The Brazilian Ministry of Women (Portuguese: Ministério das Mulheres) was established under the Luiz Inácio Lula da Silva administration in 2023 to focus more attention on the politics of women and the growing societal mobilization around issues of gender equality. The Ministry has provided Brazilian citizens with a variety of services and public policies aimed at promoting gender equality, parity, and justice. These have taken a variety of forms, including movements towards women's economic autonomy and care, strengthening protection networks, and most prevalently, combating gender based violence. Since implementing the Beijing Declaration in September 1995, the 2023 reestablishment of the Ministry of Women has focused on institutionalization of collective action, including a widespread variety of programs and policies, and budget restructuring within them. Brazil's Ministry of Women is devoted to the empowerment of gender equality, as well as combating all forms of inequality and violence systemically directed at women.

== History ==
In 2003, under the first Lula da Silva administration, the National Secretariat of Politics for Women was established as a child agency to the Presidency of the Republic, with Nicéa Freire as chief minister. With principal advisors to the President, the secretariat for women started the 180 Hotline in 2005, and sanctioned the Maria de Penha Law on August 7, 2006. The Ministry held a fundamental role in the most recent federal strategy, The National Pact Against Femicide. Aiming to protect vulnerable women to risk of gender based violence, the Ministry worked alongside the First Lady to unite all three branches of government. The National Pact Against Femicide maintains goals of "promoting equal treatment between men and women, combating structural sexism, and incorporating responses to new challenges, such as digital violence against women". This is displayed in its focus on marginalized communities who are at higher risk of gendered violence, including indigenous, black, and rural women.
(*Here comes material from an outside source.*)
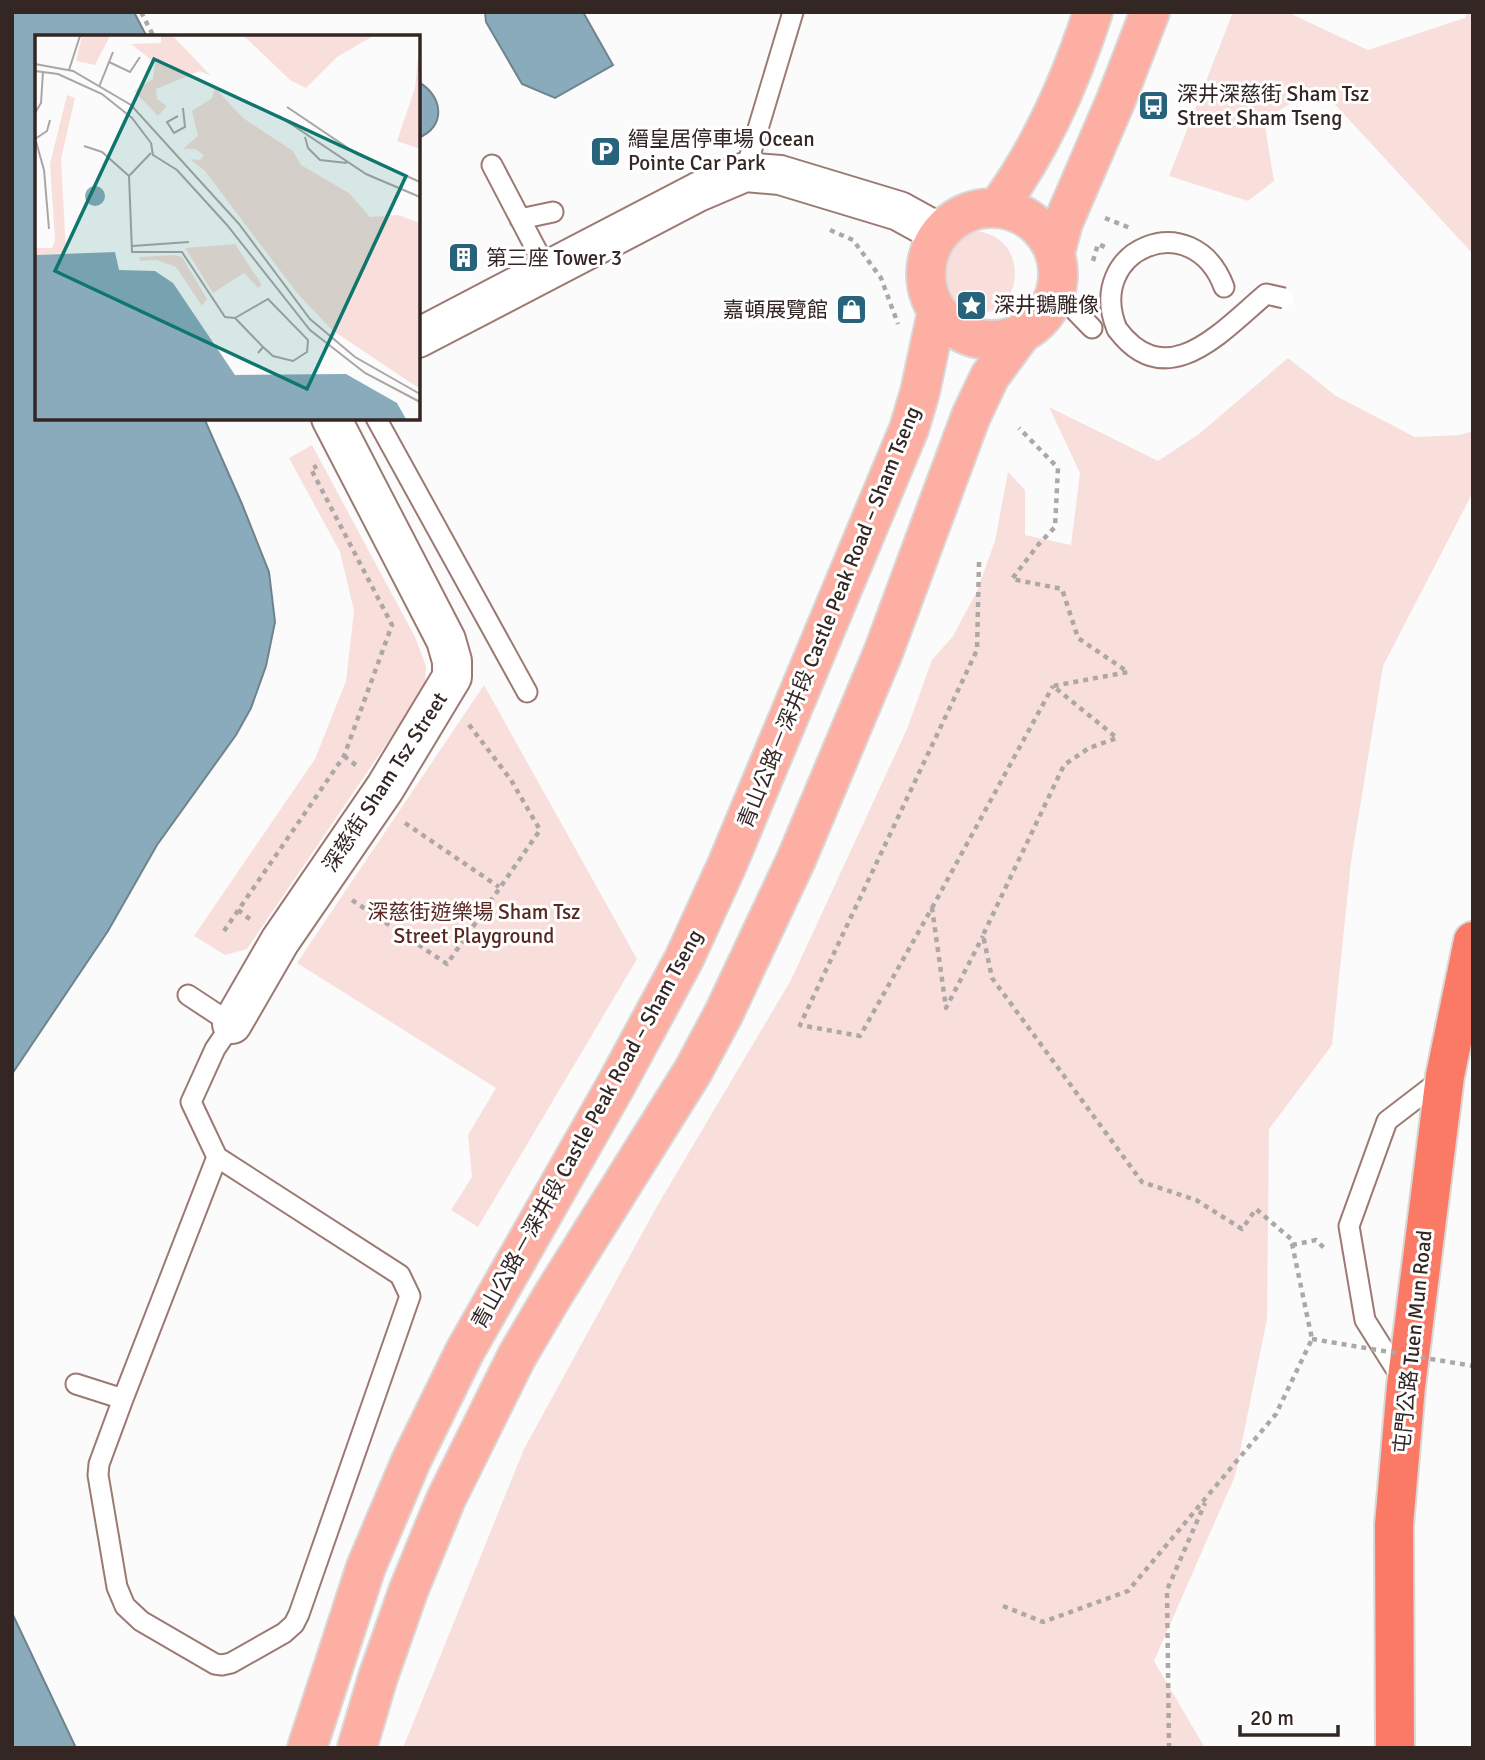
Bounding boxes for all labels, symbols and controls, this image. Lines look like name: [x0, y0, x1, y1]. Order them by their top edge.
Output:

Sparking the beginning of various services provided by the Ministry, the National Secretariat of Politics for Women initially aimed to elevate Brazilian women's status by implementing and integrating public policies in an attempt to reduce gender inequalities within the nation. When promoted to cabinet level in 2010, the department began acting in three fronts: Policies of Labour and Economic Autonomy of Women, Fight against Violence against Women, and programs and acts in the areas of health, education, culture, political participation, gender equality, and diversity.

In 2019, the Secretariat merged with the Ministry of Human Rights, forming the Ministry of Woman, Family and Human Rights (MMFDH). This merger brought complications regarding the institutionalization of social justice, introducing a variation of goals and ideological redirection. The Ministry's focus on conservative family values had repercussions against the progression of women's rights, often leaving women vulnerable and unprotected in situations such as hunger, domestic violence, and the loss of income and rights. This era of bureaucratic involvement has often been referred to as the 'dismantling of women's rights', with institutional impairments for women such as eliminating the intersectional strategy, minimizing spaces for discourse and democratic participation, and the limiting and controlling the progression of gender concepts and definitions. With a focus on more conservative ideas of family and gender roles, the MMFDH's calculated budget cuts highlighted the lack of care towards women's rights or human rights, and instead intended to distract from the government's underlying economic agenda. Analysis has provided scholars with evidence to claim that the MMFDH has enacted efforts and policies to uphold and strengthen patriarchal family structures while simultaneously combating feminist and LGBTQ movements.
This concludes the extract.